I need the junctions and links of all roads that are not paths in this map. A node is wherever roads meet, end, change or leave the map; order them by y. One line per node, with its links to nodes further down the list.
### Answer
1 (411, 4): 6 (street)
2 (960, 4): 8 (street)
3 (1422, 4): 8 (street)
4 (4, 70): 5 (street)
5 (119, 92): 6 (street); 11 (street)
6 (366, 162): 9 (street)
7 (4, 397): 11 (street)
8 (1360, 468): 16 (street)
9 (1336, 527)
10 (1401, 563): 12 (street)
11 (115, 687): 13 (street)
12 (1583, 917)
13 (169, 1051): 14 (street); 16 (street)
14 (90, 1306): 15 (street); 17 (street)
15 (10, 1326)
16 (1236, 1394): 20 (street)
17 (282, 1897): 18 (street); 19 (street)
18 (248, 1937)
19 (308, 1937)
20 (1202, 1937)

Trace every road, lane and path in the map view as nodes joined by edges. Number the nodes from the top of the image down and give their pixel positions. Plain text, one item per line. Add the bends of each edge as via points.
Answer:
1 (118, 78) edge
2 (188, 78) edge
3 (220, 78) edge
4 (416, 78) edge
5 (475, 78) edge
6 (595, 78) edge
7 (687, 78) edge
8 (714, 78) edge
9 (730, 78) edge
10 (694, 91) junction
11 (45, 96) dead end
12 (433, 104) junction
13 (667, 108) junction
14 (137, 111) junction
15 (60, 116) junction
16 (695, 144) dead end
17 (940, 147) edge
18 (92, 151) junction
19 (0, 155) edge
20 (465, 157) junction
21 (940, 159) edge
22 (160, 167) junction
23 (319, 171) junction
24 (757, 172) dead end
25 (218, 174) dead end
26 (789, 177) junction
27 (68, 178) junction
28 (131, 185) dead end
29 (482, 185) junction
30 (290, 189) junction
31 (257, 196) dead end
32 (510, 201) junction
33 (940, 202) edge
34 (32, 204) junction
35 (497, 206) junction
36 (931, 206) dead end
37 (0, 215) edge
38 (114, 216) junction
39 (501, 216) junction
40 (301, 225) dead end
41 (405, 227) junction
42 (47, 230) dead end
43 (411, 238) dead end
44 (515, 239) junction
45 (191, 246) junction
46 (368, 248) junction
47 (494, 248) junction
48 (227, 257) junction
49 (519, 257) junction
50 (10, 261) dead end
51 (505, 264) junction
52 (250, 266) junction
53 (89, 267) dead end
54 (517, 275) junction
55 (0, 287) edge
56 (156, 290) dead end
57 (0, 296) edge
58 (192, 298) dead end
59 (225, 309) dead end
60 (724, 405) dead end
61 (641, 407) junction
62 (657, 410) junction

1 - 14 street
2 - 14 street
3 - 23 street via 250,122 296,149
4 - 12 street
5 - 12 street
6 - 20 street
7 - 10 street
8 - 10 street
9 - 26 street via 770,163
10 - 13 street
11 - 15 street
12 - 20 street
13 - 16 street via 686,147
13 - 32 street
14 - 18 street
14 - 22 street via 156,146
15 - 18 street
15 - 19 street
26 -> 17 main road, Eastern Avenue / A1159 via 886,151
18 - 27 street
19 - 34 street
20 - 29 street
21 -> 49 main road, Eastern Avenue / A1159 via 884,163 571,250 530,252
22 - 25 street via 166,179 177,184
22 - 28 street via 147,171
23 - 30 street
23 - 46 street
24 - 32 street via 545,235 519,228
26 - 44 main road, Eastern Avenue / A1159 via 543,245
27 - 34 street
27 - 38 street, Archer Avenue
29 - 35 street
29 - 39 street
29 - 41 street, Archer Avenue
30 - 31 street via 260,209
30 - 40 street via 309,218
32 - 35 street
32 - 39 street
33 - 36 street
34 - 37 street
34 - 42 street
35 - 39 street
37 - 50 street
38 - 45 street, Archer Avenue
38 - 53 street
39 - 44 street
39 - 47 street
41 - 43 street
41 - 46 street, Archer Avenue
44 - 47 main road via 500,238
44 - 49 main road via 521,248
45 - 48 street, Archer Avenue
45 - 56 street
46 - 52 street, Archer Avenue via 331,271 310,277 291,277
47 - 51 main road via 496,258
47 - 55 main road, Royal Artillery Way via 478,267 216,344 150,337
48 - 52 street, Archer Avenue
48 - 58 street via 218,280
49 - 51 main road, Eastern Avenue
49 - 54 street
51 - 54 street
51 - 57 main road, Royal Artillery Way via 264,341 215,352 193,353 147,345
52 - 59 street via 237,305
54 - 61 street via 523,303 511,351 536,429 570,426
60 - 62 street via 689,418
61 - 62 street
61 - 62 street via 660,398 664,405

[TASK INSTRUCTIONS] The answer should be the first line of the material and every line after it through the line containing "Trace every road, lane", exactly as written, and nothing else.

[OUTPUT FOR THIS EXERCISE]
I need the junctions and links of all roads that are not paths in this map. A node is wherever roads meet, end, change or leave the map; order them by y. One line per node, with its links to nodes further down the list.
### Answer
1 (411, 4): 6 (street)
2 (960, 4): 8 (street)
3 (1422, 4): 8 (street)
4 (4, 70): 5 (street)
5 (119, 92): 6 (street); 11 (street)
6 (366, 162): 9 (street)
7 (4, 397): 11 (street)
8 (1360, 468): 16 (street)
9 (1336, 527)
10 (1401, 563): 12 (street)
11 (115, 687): 13 (street)
12 (1583, 917)
13 (169, 1051): 14 (street); 16 (street)
14 (90, 1306): 15 (street); 17 (street)
15 (10, 1326)
16 (1236, 1394): 20 (street)
17 (282, 1897): 18 (street); 19 (street)
18 (248, 1937)
19 (308, 1937)
20 (1202, 1937)

Trace every road, lane and path in the map view as nodes joined by edges. Number the nodes from the top of the image down and give their pixel positions. Plain text, one item per line. Add the bends of each edge as via points.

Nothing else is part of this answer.